UGenMethodMixin.log10()[source]

Calculates the base-10 logarithm of ugen graph.

>>> source = ugentools.DC.ar(source=0.5)
>>> operation = source.log10()
>>> print(operation)
SynthDef 122d9333b8ac76164782d00707d3386a {
    const_0:0.5 -> 0_DC[0:source]
    0_DC[0] -> 1_UnaryOpUGen:LOG10[0:source]
}

Returns ugen graph.

UGenMethodMixin.log2()[source]

Calculates the base-2 logarithm of ugen graph.

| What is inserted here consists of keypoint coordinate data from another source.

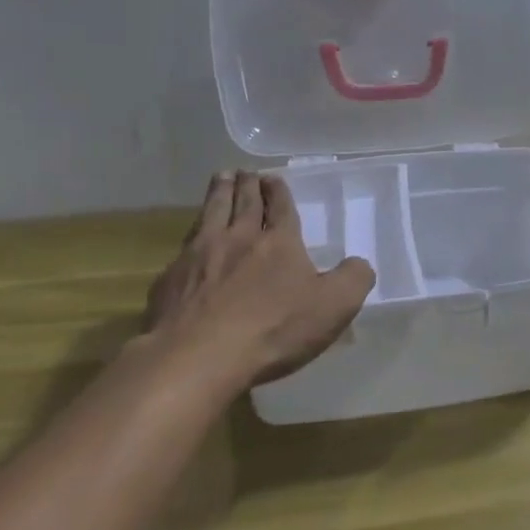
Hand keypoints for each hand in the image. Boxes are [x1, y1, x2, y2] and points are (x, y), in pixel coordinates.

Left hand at [142, 170, 374, 385]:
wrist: (198, 357)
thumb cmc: (273, 329)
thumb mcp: (334, 306)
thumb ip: (354, 279)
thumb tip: (359, 263)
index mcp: (278, 242)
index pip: (280, 207)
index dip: (278, 191)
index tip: (273, 177)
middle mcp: (238, 238)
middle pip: (242, 202)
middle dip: (247, 184)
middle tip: (245, 171)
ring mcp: (198, 255)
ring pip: (210, 214)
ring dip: (218, 193)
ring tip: (220, 179)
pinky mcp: (170, 280)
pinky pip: (184, 247)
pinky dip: (192, 235)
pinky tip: (190, 241)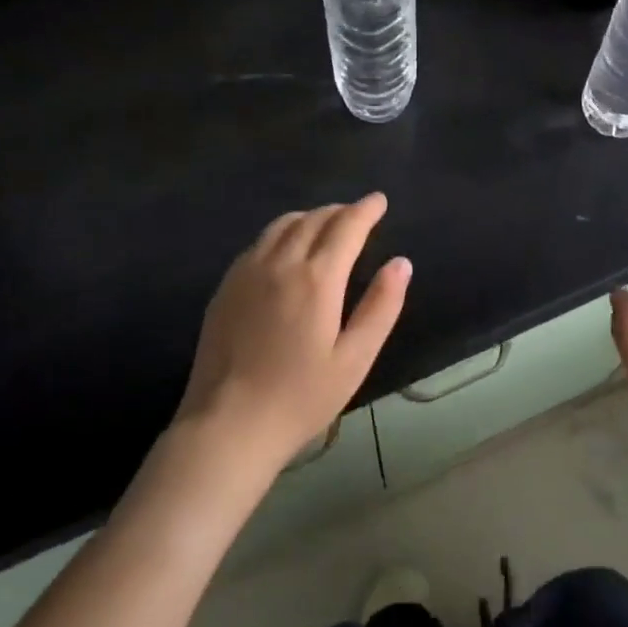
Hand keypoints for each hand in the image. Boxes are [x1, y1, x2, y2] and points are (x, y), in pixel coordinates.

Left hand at [175, 193, 410, 477]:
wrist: (227, 426)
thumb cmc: (300, 397)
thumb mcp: (354, 359)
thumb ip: (381, 307)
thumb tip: (401, 263)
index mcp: (316, 279)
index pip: (346, 227)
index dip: (366, 210)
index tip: (379, 200)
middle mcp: (280, 263)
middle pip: (313, 219)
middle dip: (340, 211)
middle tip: (358, 215)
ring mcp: (247, 272)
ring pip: (282, 225)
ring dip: (310, 217)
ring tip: (326, 225)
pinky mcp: (226, 287)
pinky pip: (259, 243)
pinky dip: (282, 233)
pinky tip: (286, 250)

>>> source = ugentools.DC.ar(source=0.5)
>>> operation = source.log2()
>>> print(operation)
SynthDef f956f79a387ffbeb409326046397b4dd {
    const_0:0.5 -> 0_DC[0:source]
    0_DC[0] -> 1_UnaryOpUGen:LOG2[0:source]
}

Returns ugen graph.

UGenMethodMixin.maximum(expr)[source]

Calculates maximum between ugen graph and expr.

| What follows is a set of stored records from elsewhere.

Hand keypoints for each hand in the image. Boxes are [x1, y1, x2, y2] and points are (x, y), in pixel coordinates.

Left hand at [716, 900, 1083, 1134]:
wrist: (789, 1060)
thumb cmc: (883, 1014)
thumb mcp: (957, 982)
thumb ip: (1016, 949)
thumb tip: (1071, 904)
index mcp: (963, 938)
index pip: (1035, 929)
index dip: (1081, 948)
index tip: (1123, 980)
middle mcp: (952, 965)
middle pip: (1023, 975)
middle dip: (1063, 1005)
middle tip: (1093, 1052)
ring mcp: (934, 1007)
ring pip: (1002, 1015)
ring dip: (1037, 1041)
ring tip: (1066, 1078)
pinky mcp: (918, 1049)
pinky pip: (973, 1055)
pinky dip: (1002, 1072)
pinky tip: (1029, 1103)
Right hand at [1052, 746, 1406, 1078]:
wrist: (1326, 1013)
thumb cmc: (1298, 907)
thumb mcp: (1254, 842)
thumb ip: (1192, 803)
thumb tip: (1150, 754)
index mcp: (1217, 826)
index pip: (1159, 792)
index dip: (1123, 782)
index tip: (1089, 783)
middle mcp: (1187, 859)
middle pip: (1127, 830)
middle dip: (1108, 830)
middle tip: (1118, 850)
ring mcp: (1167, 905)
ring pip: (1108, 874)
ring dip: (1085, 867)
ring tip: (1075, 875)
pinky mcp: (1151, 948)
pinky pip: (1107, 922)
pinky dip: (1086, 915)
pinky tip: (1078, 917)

>>> left = ugentools.SinOsc.ar()
>>> right = ugentools.WhiteNoise.kr()
>>> operation = left.maximum(right)
>>> print(operation)
SynthDef dcdca07fb0439c8b4321f42803d18c32 {
    const_0:440.0 -> 0_SinOsc[0:frequency]
    const_1:0.0 -> 0_SinOsc[1:phase]
    0_SinOsc[0] -> 2_BinaryOpUGen:MAXIMUM[0:left]
    1_WhiteNoise[0] -> 2_BinaryOpUGen:MAXIMUM[1:right]
}

Returns ugen graph.

UGenMethodMixin.midi_to_hz()[source]

Converts ugen graph from midi note number to Hertz.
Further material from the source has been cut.